Federal Circuit Rules PTAB's Definition of CBM Patent Is Too Broad

By William Vogeler, Esq. on November 30, 2016 | Last updated on March 21, 2019

Patent attorneys may be wondering where to go after a federal appeals court upended a decision involving location services on mobile devices.

In a unanimous decision, the appeals court ruled that a patent review board had overstepped its authority in denying the patent as a "covered business method." Judge Jimmie Reyna said the board used an overbroad definition that would have allowed the board to consider challenges to virtually any device that could be used in commerce. He said, in essence, that it is not a covered business method just because it could result in a sale.

"Take, for example, a patent for an apparatus for digging ditches," he wrote in the decision for Unwired Planet, LLC. "Does the sale of the dirt that results from use of the ditch digger render the patent a CBM patent? No ..."

Technology Finds a Way

Unwired Planet, LLC, which is credited with creating key technologies that connect mobile devices to the internet, had applied for a patent for software that restricts access to a wireless device's location information. The system allows wireless users to set "privacy preferences" that determine whether others are allowed to access their device's location information.

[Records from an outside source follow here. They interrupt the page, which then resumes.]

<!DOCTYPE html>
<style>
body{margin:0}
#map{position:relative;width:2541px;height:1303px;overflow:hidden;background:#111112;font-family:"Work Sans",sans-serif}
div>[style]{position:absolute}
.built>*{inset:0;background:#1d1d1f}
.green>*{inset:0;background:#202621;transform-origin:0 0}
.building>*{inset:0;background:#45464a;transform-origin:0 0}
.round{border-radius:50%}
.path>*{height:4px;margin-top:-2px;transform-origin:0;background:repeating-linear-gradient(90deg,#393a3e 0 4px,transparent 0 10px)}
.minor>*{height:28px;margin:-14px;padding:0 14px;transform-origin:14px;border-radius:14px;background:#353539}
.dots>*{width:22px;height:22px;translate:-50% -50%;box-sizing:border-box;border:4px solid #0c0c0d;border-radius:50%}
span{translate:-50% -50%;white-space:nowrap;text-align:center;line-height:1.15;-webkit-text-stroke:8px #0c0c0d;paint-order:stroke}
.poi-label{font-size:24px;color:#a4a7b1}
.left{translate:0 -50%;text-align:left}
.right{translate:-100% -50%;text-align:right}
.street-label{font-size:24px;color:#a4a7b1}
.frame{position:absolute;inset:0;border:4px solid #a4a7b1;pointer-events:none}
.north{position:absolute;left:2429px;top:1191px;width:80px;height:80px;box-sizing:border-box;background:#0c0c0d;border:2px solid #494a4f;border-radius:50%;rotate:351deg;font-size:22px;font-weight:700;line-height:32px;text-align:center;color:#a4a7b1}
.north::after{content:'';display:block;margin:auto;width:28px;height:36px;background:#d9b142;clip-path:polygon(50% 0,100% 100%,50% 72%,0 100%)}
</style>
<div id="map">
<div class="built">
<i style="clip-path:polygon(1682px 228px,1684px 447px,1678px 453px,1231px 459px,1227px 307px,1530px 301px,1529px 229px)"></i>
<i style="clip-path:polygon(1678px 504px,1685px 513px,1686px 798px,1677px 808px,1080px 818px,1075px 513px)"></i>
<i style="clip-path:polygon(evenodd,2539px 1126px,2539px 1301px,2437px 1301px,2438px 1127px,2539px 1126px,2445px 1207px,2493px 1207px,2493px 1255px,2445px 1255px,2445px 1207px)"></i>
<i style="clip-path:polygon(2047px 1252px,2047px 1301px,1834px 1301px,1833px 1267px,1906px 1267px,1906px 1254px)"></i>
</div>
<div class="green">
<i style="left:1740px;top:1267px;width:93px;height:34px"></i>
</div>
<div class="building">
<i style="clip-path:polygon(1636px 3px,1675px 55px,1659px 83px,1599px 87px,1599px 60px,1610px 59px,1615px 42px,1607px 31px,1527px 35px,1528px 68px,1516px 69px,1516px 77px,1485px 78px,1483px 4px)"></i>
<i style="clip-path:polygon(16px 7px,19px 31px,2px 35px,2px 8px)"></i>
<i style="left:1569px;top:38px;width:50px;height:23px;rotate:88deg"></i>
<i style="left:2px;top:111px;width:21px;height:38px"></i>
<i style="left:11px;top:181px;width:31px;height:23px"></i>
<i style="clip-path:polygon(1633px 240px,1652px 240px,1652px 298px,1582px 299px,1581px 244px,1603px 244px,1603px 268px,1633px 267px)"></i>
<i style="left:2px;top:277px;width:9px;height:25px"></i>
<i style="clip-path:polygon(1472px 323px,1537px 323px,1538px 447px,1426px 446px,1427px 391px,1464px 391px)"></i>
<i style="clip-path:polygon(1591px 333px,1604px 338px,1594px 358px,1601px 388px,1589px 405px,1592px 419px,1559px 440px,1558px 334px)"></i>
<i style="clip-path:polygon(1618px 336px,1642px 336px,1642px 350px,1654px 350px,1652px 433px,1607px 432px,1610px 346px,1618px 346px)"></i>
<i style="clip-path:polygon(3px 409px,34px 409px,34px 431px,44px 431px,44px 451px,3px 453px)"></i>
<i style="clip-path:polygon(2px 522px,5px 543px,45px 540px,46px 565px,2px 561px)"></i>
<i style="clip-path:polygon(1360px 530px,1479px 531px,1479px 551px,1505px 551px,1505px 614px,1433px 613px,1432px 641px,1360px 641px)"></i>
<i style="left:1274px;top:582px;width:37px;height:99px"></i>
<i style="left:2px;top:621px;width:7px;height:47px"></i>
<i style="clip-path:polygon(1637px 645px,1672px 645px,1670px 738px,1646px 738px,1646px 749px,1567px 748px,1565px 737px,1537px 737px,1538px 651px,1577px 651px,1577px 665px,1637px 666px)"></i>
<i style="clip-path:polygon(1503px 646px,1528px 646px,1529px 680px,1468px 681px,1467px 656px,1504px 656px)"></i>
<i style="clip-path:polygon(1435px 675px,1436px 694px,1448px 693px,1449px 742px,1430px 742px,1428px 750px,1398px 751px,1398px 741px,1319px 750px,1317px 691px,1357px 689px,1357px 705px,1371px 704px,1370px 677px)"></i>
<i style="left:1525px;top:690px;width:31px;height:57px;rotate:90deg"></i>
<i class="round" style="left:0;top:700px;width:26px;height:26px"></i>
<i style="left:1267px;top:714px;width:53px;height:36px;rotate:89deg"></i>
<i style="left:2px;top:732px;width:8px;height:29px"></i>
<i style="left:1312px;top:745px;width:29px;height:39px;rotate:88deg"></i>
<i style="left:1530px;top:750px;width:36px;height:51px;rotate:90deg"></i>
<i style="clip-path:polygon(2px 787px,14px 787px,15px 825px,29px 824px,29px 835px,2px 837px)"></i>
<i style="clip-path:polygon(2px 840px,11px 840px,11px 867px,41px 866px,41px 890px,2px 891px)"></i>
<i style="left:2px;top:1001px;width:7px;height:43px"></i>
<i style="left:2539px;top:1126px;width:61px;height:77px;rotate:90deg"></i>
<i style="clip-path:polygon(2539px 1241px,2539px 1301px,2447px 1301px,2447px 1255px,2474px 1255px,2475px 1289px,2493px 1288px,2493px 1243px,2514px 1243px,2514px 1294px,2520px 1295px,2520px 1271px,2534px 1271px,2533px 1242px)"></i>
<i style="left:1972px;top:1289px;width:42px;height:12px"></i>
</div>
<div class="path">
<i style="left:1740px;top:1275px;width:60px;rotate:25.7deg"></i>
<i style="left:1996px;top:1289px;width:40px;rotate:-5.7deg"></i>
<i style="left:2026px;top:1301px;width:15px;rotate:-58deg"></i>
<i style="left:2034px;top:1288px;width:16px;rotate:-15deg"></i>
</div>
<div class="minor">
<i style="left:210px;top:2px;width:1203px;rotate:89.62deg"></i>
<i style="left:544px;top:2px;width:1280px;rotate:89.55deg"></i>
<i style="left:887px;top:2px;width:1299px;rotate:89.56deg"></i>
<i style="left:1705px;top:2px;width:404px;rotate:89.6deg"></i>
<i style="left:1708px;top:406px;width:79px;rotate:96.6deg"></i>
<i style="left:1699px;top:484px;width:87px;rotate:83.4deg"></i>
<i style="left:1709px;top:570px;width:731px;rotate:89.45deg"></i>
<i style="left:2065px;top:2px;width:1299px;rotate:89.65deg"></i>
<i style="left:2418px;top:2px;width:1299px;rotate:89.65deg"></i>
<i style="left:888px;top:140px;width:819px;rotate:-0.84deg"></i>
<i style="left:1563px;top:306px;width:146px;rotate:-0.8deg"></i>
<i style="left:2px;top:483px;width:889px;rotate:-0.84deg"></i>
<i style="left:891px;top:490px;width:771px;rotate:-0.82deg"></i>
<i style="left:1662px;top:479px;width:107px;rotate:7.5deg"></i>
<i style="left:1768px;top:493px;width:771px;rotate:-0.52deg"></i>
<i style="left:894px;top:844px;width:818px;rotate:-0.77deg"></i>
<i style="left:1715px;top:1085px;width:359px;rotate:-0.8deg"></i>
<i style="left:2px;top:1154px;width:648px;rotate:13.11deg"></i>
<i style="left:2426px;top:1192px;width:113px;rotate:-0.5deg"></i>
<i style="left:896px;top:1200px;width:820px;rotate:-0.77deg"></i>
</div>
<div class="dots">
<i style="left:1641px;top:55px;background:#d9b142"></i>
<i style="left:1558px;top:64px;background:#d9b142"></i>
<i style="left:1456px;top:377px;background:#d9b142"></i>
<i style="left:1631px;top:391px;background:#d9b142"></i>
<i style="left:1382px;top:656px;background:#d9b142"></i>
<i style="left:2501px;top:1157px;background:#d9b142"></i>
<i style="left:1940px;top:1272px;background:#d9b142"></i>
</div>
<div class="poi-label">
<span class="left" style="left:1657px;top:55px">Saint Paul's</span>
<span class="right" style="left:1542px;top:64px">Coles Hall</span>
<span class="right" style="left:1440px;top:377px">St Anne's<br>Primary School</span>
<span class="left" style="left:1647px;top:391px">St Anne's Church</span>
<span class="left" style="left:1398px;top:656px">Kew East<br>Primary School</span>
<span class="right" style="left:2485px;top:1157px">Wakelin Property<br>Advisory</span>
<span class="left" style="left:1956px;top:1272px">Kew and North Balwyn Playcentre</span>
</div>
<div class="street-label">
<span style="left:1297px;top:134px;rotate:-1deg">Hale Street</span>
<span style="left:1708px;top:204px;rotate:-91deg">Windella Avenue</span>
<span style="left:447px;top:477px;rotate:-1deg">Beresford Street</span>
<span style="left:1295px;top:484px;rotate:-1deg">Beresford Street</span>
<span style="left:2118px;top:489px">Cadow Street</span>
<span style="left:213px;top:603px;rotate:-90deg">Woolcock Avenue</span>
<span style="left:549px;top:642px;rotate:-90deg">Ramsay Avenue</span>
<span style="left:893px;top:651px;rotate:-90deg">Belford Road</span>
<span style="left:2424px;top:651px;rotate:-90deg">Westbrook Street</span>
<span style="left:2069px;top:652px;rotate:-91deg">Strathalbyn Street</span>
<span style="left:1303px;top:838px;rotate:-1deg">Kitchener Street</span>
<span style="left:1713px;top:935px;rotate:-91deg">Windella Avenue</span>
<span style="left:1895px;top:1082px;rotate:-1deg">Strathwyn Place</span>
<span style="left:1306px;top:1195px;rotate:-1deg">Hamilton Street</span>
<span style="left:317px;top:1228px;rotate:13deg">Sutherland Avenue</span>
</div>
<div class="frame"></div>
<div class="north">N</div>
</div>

In deciding whether Google could challenge the patent as a business method, the Patent Trial and Appeals Board stated that the proper inquiry "is whether the patent claims activities that are financial in nature, incidental to a financial activity, or complementary to a financial activity." The Board determined that the patent was a covered business method (CBM) patent because the location service could involve an eventual sale of services.

The appeals court vacated the decision and remanded the case to the PTAB for reconsideration. Some patent attorneys praised the decision.

Commerce Is Not the Question

"The PTAB has long been criticized for ignoring the limiting statutory language that narrowly allows a CBM to be filed only on financial service patents," wrote Gene Quinn, attorney and editor of IPWatchdog.com. "All patents, at some level, relate to potential sale of a good or service."

Dennis Crouch, a professor at the University of Missouri School of Law, said the board found the challenged claims unpatentable under section 101 of the America Invents Act. So, the circuit court's opinion appears to eliminate any chance that the patent will be considered a CBM. As a result, the Section 101 decision by the PTAB "goes away."